= THOR (weapon) =

Directed energy systems

The Tactical High-power Operational Responder (THOR) is a high-power microwave directed energy weapon developed by the United States Air Force Research Laboratory (AFRL).

==Design==
THOR is designed to counter unmanned aerial vehicles (UAVs) by sending out a high-power, short pulse of microwaves to disable electronics through overwhelming critical components intended to carry electrical currents. This is effective at intercepting drone swarms; while a laser needs time to burn through one at a time, a High-Power Microwave (HPM) weapon can fire in an arc to disable multiple UAVs at once and refire in rapid succession. Compared to hard-kill methods for engaging drones, THOR's radio bursts have a wider engagement range, are silent, and are instantaneous. Intended for base defense, the system resembles a 20 ft shipping container with a satellite dish attached. It can be transported on a C-130 Hercules and assembled by two personnel in under three hours.

==History==
THOR first began testing in spring 2019. The system was developed quickly in 18 months for $18 million. The program represents a collaboration between AFRL, BAE Systems, Leidos, and Verus Research, an engineering firm based in Albuquerque. An Air Force official said in December 2020 that THOR was being tested "in a real-world setting" in Africa, but that statement was then retracted.

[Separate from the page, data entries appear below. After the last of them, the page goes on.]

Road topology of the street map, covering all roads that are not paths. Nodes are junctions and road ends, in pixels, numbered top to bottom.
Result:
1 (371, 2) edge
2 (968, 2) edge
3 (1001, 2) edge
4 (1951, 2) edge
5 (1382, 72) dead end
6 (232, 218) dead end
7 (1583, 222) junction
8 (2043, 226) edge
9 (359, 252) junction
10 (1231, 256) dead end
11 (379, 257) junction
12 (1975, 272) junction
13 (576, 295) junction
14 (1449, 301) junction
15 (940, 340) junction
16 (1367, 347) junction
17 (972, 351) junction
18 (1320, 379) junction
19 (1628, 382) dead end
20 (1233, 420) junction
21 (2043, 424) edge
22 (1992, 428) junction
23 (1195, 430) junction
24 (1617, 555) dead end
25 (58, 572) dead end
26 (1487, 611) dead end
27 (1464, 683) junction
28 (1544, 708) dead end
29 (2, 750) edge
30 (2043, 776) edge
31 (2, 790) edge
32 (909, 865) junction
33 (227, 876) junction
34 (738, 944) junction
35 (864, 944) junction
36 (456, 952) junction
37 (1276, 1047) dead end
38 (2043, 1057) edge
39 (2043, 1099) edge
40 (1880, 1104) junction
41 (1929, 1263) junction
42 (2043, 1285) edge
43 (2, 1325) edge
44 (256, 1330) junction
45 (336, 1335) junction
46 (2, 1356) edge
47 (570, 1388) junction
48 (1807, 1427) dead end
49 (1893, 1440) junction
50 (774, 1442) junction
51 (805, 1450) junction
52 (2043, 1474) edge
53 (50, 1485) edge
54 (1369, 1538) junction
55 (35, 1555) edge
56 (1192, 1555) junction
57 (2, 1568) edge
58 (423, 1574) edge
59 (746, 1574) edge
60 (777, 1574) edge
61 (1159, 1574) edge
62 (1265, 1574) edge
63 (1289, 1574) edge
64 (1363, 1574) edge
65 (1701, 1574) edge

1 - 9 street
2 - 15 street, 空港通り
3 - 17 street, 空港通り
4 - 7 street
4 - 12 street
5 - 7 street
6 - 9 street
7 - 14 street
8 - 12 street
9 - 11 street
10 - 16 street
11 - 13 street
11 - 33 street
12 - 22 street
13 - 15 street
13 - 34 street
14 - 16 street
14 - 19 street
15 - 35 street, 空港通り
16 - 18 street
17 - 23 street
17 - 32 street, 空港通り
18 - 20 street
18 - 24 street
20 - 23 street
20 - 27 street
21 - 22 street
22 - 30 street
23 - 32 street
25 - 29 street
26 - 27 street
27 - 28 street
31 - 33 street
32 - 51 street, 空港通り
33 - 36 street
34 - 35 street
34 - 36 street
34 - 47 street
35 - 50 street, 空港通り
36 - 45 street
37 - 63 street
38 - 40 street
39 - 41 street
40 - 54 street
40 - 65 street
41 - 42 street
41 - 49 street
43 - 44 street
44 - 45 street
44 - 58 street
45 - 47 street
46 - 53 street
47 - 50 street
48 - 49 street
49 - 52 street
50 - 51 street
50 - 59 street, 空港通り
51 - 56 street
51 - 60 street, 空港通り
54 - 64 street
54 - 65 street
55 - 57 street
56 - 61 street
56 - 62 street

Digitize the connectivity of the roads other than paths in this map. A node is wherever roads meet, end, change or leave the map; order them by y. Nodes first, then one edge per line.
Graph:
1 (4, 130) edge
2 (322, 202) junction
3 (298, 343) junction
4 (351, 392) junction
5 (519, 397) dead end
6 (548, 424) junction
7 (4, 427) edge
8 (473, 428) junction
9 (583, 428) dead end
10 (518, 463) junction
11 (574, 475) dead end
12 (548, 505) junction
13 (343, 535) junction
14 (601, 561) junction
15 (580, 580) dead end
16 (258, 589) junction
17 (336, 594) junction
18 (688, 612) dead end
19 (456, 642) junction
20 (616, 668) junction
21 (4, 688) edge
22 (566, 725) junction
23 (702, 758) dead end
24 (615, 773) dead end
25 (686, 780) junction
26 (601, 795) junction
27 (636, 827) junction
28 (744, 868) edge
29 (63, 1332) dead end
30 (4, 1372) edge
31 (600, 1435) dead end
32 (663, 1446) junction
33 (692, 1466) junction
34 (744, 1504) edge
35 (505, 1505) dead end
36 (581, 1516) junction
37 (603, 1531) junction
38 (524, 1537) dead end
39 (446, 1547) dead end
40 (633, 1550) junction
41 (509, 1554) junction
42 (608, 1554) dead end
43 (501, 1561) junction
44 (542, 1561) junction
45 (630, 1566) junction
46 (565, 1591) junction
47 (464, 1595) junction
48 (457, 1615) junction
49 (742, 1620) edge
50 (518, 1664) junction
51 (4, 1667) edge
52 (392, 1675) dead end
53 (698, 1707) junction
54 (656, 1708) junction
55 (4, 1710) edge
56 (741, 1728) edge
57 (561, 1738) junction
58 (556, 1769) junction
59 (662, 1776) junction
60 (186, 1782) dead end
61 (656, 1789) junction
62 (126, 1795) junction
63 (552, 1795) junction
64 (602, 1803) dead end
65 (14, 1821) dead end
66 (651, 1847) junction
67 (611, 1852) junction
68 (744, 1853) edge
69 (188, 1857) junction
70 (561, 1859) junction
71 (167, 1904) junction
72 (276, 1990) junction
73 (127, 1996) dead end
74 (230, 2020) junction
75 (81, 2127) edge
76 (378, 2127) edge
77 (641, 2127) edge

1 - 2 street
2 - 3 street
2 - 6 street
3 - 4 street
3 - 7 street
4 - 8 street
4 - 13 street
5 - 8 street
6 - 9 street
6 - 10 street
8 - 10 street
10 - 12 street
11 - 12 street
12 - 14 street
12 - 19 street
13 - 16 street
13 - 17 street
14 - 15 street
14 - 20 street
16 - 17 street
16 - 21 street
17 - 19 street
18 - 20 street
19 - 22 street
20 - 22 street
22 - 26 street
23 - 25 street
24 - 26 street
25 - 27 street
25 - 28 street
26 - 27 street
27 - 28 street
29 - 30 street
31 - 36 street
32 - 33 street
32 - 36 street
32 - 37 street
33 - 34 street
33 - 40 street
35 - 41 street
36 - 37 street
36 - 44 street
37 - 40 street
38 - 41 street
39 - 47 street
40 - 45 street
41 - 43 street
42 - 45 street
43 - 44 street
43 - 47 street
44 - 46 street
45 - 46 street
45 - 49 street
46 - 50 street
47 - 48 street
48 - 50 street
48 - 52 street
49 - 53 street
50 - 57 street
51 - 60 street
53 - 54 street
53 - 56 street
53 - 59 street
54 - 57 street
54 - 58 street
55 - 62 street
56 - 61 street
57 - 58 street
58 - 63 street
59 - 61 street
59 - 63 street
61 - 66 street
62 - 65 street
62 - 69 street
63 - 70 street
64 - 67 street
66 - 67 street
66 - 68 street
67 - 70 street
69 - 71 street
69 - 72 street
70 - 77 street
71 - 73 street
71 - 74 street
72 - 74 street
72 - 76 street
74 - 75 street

The AFRL began solicitations for contractors to develop a follow-on prototype to THOR in July 2021 called Mjölnir, named after Thor's hammer. Mjölnir will incorporate improvements in capability, reliability, and manufacturing readiness to produce a deployable system that can be made in large numbers. In February 2022, the AFRL awarded Leidos a $26 million contract to build the system.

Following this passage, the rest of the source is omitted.